Note: You can no longer install 3 wire range or dryer circuits - you must install 4 wire systems for ranges and dryers. If you already have a 3 wire range or dryer then don't worry, your old appliance can be made compatible with a 4 wire system by installing a 4 wire pigtail on it. Then when you buy a new appliance it will plug right in to your new 4 wire system.
Terminal Connections Connecting the terminal connections on a 220 system aren't all that different than installing any other appliance, fixture or receptacle except that the wire and connection hardware is usually bigger (and a little bit harder to work with) and there is an extra "hot" wire. Because of the bigger stiffer wire it is also more important to cut the conductors to the correct length as you won't be able to stuff extra wire into a box like you can with most fixtures.
AFCI - Arc Fault Circuit Interrupter
AFCI Breakers are designed to protect your home from fires which are cause by arcing as well as over current conditions. Normal breakers are only effective against over current conditions. Arc Fault Breakers are now required by new construction codes to protect receptacles which are located in bedrooms (and possibly other locations according to local codes variants). Arc Fault breakers may not be 100% effective against all fires caused by arcing because there is a certain amount of arcing which is normal, and the arc fault breaker would be unusable if it tripped every time that a normal arc were detected. For example if you ever noticed a spark when you unplug an appliance or flipped a wall switch, then that is normal arcing. Abnormal (and Dangerous) arcing often is caused by a poor connection, or damaged wire. Unfortunately, dangerous arcing "looks" an awful lot like normal arcing to the breaker, so it is possible for a fire to be started without tripping the breaker. Nonetheless an arc fault breaker, even if less than perfect, is a lot better than no protection at all. By the way, arc faults are one of the big reasons that electrical connections should never be made outside of an approved wiring device. Arc Fault Breakers like GFI devices have "test" and "reset" buttons and should be tested periodically according to the manufacturer's specifications (usually once a month).

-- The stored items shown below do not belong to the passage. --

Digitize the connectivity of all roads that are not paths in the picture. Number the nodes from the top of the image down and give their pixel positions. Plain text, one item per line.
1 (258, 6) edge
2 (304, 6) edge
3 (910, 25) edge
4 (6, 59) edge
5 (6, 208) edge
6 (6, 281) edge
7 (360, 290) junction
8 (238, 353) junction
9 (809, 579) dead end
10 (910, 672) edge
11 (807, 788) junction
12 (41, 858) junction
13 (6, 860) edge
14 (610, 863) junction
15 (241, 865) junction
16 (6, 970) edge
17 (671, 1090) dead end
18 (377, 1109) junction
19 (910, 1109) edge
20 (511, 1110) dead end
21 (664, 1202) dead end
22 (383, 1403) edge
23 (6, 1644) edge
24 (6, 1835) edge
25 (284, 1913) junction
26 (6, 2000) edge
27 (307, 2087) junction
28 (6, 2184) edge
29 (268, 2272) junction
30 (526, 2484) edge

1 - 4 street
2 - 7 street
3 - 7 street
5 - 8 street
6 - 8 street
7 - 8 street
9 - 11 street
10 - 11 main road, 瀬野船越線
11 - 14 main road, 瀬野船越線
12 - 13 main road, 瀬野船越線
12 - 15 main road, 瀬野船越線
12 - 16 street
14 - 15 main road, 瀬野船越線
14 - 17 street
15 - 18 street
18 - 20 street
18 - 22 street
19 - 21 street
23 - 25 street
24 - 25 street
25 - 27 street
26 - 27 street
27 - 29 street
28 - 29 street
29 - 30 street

GFI or GFCI (Ground Fault Circuit Interrupter) devices help to protect people from being shocked or electrocuted. They work by very quickly detecting a "Ground Fault" (for example the ground fault that happens when a person is being shocked, one caused by a short, or a voltage "leak" caused by dampness in and around electrical equipment) and interrupting the current. GFI devices are usually either in the form of a receptacle or a breaker, although some equipment (hot tubs for example) may sometimes have GFI protection built in, but not usually. A single GFI receptacle or breaker often protects many additional receptacles or fixtures, which sometimes causes confusion because a homeowner doesn't know that a tripped GFI receptacle in another part of the house could be interrupting the current to a regular receptacle. In many codes jurisdictions an old fashioned two prong outlet can be replaced with a three pronged GFI receptacle in order to safely allow the use of modern appliances with three pronged plugs. GFI protected circuits and devices are usually found (and required by codes) outside, and in damp locations such as bathrooms, kitchens, and basements. Wet conditions around a GFI protected device may trigger the GFI and prevent it from being reset able. All GFI devices have "Test" and "Reset" buttons on them. The test button causes a ground fault within the device and trips the reset button causing it to pop out and protrude slightly, thus interrupting the current to any devices which are protected by the GFI in question. Pushing the reset button in until it catches will restore current to the circuit. If the "test" button fails to function as described then the GFI device must be replaced. As mentioned previously, a continuous ground fault (like one cause by excessive water around the electrical equipment) will prevent the GFI from being reset able, and must be remedied before the circuit will be usable. A nonfunctioning GFI device is an extremely dangerous situation, which must be remedied immediately.
All residential electrical systems should have a single point ground. Grounding to multiple places will cause all kinds of problems with noise, hum, snow, and generally bad audio video signals. Intuitively it would seem that having redundant grounds would be a good thing, but it is not, because voltage is a relative value. If you did an experiment where you connected a long conductor to your house current, and then checked the voltage to ground at different locations (different places in the yard, water pipes, the ground rod, etc..) you would find that there would be different voltage potentials at different spots. In fact if you measured the voltage potential between two spots of earth in the yard you might find that current would actually flow through a conductor between two spots of earth. Those different voltage potentials and the current they cause are why ground loops are bad. Especially troublesome ground loops can be cause when a length of coaxial wire connects two pieces of audio video equipment (cable box, TV, etc…) which are plugged into different outlets. One great way to fix this problem is to use surge protectors which incorporate coax protection.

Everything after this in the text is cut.